It’s not so much that if you watch enough baseball, you see something new every day. It’s that if you watch enough baseball, you see something you’ve seen some other day, thus allowing you to perhaps sense what’s coming directly at you.

On the surface, the Mets’ come-from-moribund victory over the Brewers Friday night came out of nowhere. They were Dead Team Napping for eight innings, shamefully wasting another rock-ribbed effort from Zack Wheeler. Zack (6.2 IP, 3 H, 2 BB, 1 ER, 9 K) was undermined by a complete lack of offense, an absence of second base defense and, ultimately, a few too many pitches thrown. Also, it was his misfortune to be paired off against Yovani Gallardo, who was just a little better and a little better supported.

The result appeared fait accompli until the Mets didn’t make the final out of the top of the eighth as initially assessed. Eric Campbell grounded a ball up the middle that ticked off Gallardo’s glove and bounced to Rickie Weeks, enabling the hustling pinch-hitter to take first, but only after a replay challenge. Campbell had originally been ruled out by Mark Ripperger, which tentatively completed Gallardo’s eighth shutout inning and allowed him to walk off the mound with a commanding 2-0 lead.

When the out was overturned by the eagle-eyes of Chelsea Market, Gallardo’s night was undone. Or it was done but not as planned. Ron Roenicke took him out then and there, and while there was no immediate penalty to be paid (Will Smith struck out the slumping Curtis Granderson), I had an inkling the flow of the game had been irrevocably disrupted. Everything had gone the Brewers’ way thus far, but it could have gone further for them. Daniel Murphy had played an atrocious game in the field, yet only one unearned run scored from his well-meaning mishaps. Gallardo was masterful, yet he lost an out and now he was out of the picture.

Neither was more than a couple of pebbles in the shoe of things, but let enough pebbles accumulate and suddenly you’re stopped in your tracks. Think about all the games you’ve seen and how the disruptive influence arrived not without warning but rather the slightest sense of foreboding.

For example, rewind to October 11, 1986, Game Three, National League Championship Series. Bob Knepper is pitching for the Astros. Darryl Strawberry is batting fifth for the Mets. It’s a great matchup for Houston. During the season, nobody was worse against Knepper than Strawberry: 0-for-10, five strikeouts. No walks, no sac flies, no nothing. In the second inning of Game Three, another strikeout. But in the fourth inning, with Knepper having kept the Mets mute and the Astros loudly posting four on the board off of Ron Darling, Straw did something. Not much, but something: an infield single of the dinkiest variety.

Darryl, I thought 28 years ago, is not consigned to helplessness against Knepper anymore. He’s recorded a hit. He can do that again.

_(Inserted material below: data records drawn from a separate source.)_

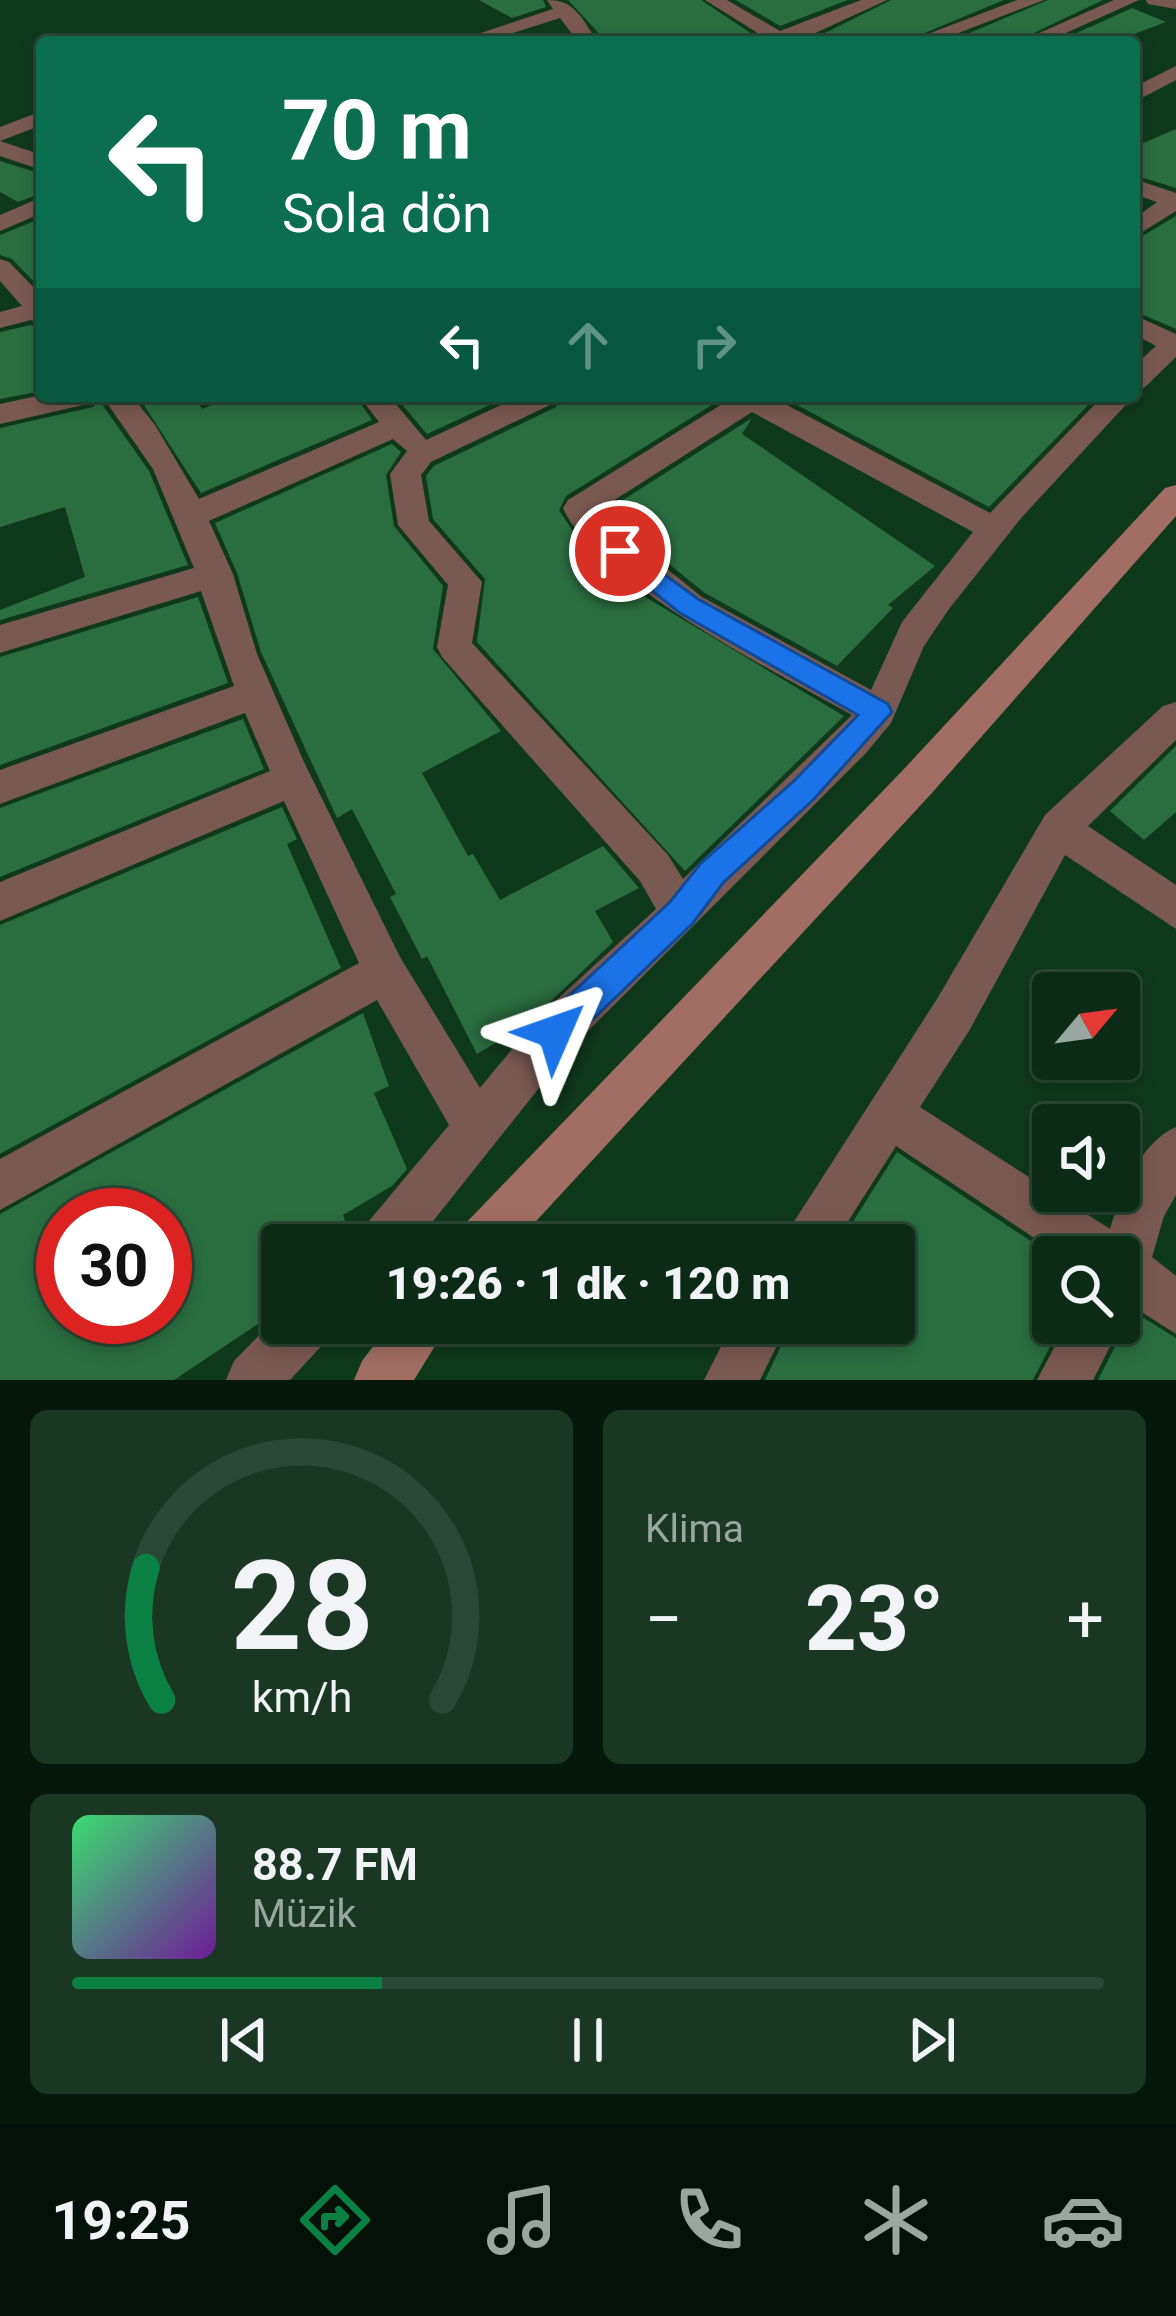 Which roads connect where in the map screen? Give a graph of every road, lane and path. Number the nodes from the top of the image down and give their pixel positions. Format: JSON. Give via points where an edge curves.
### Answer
{"nodes":[{"id":1,"x":878,"y":0,"type":"edge"},
{"id":2,"x":1035,"y":0,"type":"edge"},
{"id":3,"x":1130,"y":0,"type":"edge"},
{"id":4,"x":1155,"y":0,"type":"edge"},
{"id":5,"x":718,"y":1,"type":"edge"},
{"id":6,"x":1176,"y":4,"type":"edge"},
{"id":7,"x":562,"y":5,"type":"edge"},
{"id":8,"x":480,"y":36,"type":"edge"},
{"id":9,"x":584,"y":36,"type":"edge"},
{"id":10,"x":776,"y":36,"type":"edge"},
{"id":11,"x":792,"y":36,"type":"edge"},
{"id":12,"x":934,"y":36,"type":"edge"},
{"id":13,"x":1043,"y":36,"type":"edge"},
{"id":14,"x":1176,"y":72,"type":"edge"},
{"id":15,"x":1140,"y":93,"type":"edge"},
{"id":16,"x":36,"y":119,"type":"edge"},
{"id":17,"x":0,"y":135,"type":"edge"},
{"id":18,"x":1140,"y":188,"type":"edge"},
{"id":19,"x":1175,"y":201,"type":"edge"},
{"id":20,"x":36,"y":207,"type":"edge"},
{"id":21,"x":0,"y":224,"type":"edge"},
{"id":22,"x":1140,"y":226,"type":"edge"},
{"id":23,"x":7,"y":273,"type":"edge"},
{"id":24,"x":36,"y":310,"type":"edge"},
{"id":25,"x":36,"y":314,"type":"edge"},
{"id":26,"x":0,"y":320,"type":"edge"},
{"id":27,"x":1140,"y":326,"type":"edge"},
{"id":28,"x":1175,"y":343,"type":"edge"},
{"id":29,"x":1140,"y":376,"type":"edge"},
{"id":30,"x":55,"y":402,"type":"edge"},
{"id":31,"x":122,"y":402,"type":"edge"},
{"id":32,"x":378,"y":402,"type":"edge"},
{"id":33,"x":522,"y":402,"type":"edge"},
{"id":34,"x":748,"y":402,"type":"edge"},
{"id":35,"x":761,"y":402,"type":"edge"},
{"id":36,"x":1114,"y":402,"type":"edge"},
{"id":37,"x":0,"y":414,"type":"edge"},
{"id":38,"x":410,"y":440,"type":"junction"},
{"id":39,"x":1176,"y":496,"type":"edge"},
{"id":40,"x":193,"y":515,"type":"junction"},
{"id":41,"x":994,"y":529,"type":"junction"},
{"id":42,"x":216,"y":574,"type":"junction"},
{"id":43,"x":0,"y":639,"type":"edge"},
{"id":44,"x":254,"y":694,"type":"junction"},
{"id":45,"x":878,"y":712,"type":"junction"},
{"id":46,"x":1176,"y":717,"type":"edge"},
{"id":47,"x":296,"y":778,"type":"junction"},
{"id":48,"x":0,"y":787,"type":"edge"},
{"id":49,"x":1059,"y":828,"type":"junction"},
{"id":50,"x":0,"y":902,"type":"edge"},
{"id":51,"x":1176,"y":909,"type":"edge"},
{"id":52,"x":682,"y":913,"type":"junction"},
{"id":53,"x":385,"y":972,"type":"junction"},
{"id":54,"x":889,"y":1113,"type":"junction"},
{"id":55,"x":477,"y":1128,"type":"junction"},
{"id":56,"x":1176,"y":1151,"type":"edge"},
{"id":57,"x":0,"y":1186,"type":"edge"},
{"id":58,"x":399,"y":1224,"type":"edge"},
{"id":59,"x":500,"y":1224,"type":"edge"},
{"id":60,"x":817,"y":1224,"type":"edge"},
{"id":61,"x":1071,"y":1236,"type":"edge"},
{"id":62,"x":1130,"y":1236,"type":"edge"},
{"id":63,"x":1140,"y":1284,"type":"edge"},
{"id":64,"x":1176,"y":1309,"type":"edge"},
{"id":65,"x":288,"y":1344,"type":"edge"},
{"id":66,"x":408,"y":1344,"type":"edge"},
{"id":67,"x":751,"y":1344,"type":"edge"},
{"id":68,"x":1084,"y":1344,"type":"edge"},
{"id":69,"x":253,"y":1380,"type":"edge"},
{"id":70,"x":381,"y":1380,"type":"edge"},
{"id":71,"x":731,"y":1380,"type":"edge"},
{"id":72,"x":1064,"y":1380,"type":"edge"}],
"edges":[{"from":1,"to":11,"type":"street"},
{"from":2,"to":12,"type":"street"},
{"from":3,"to":13,"type":"street"},
{"from":4,"to":6,"type":"street"},
{"from":5,"to":10,"type":"street"},
{"from":7,"to":8,"type":"street"},
{"from":7,"to":9,"type":"street"},
{"from":14,"to":15,"type":"street"},
{"from":16,"to":17,"type":"street"},
{"from":18,"to":19,"type":"street"},
{"from":19,"to":22,"type":"street"},
{"from":20,"to":21,"type":"street"},
{"from":23,"to":24,"type":"street"},
{"from":25,"to":26,"type":"street"},
{"from":27,"to":28,"type":"street"},
{"from":28,"to":29,"type":"street"},
{"from":30,"to":37,"type":"street"},
{"from":31,"to":40,"type":"street","via":[[149,432]]},
{"from":32,"to":38,"type":"street"},
{"from":33,"to":38,"type":"street"},
{"from":34,"to":45,"type":"street","via":[[579,508],[586,524],[689,606]]},
{"from":35,"to":41,"type":"street"},
{"from":36,"to":41,"type":"street"},
{"from":38,"to":40,"type":"street"},
{"from":38,"to":52,"type":"street","via":[[405,474],[414,525],[465,582],[454,647],[654,868]]},
{"from":39,"to":59,"type":"street"},
{"from":40,"to":42,"type":"street"},
{"from":41,"to":45,"type":"street","via":[[910,637]]},
{"from":42,"to":43,"type":"street"},
{"from":42,"to":44,"type":"street"},
{"from":44,"to":47,"type":"street"},
{"from":44,"to":48,"type":"street"},
{"from":45,"to":52,"type":"street","via":[[712,873]]},
{"from":46,"to":49,"type":"street"},
{"from":47,"to":50,"type":"street"},
{"from":47,"to":53,"type":"street"},
{"from":49,"to":51,"type":"street"},
{"from":49,"to":54,"type":"street"},
{"from":52,"to":55,"type":"street","via":[[555,1032]]},
{"from":53,"to":55,"type":"street"},
{"from":53,"to":57,"type":"street"},
{"from":54,"to":60,"type":"street"},
{"from":54,"to":61,"type":"street"},
{"from":55,"to":58,"type":"street"},
{"from":56,"to":62,"type":"street"},
{"from":63,"to":64,"type":"street"},
{"from":65,"to":69,"type":"street"},
{"from":66,"to":70,"type":"street"},
{"from":67,"to":71,"type":"street"},
{"from":68,"to":72,"type":"street"}]}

Two innings later, when Darryl came up with two on and the Mets down by three, lefty Strawberry vs. lefty Knepper loomed (at least in my mind) as a fair fight. And sure enough, Darryl got to him with a towering three-run homer to tie the game and (though a few more gripping innings would have to transpire) set the stage for Lenny Dykstra’s walkoff blast off Dave Smith, the one that reversed the trajectory of the series and, in essence, made the last world championship in New York Mets history possible.

Eric Campbell being ruled safe and Ron Roenicke removing Yovani Gallardo wasn’t Straw going deep at a critical juncture in the playoffs, but it was surely something. It was enough to make me think, as I did with that squib Darryl converted into a base hit nearly three decades earlier, that I shouldn’t assume nothing was going to happen next.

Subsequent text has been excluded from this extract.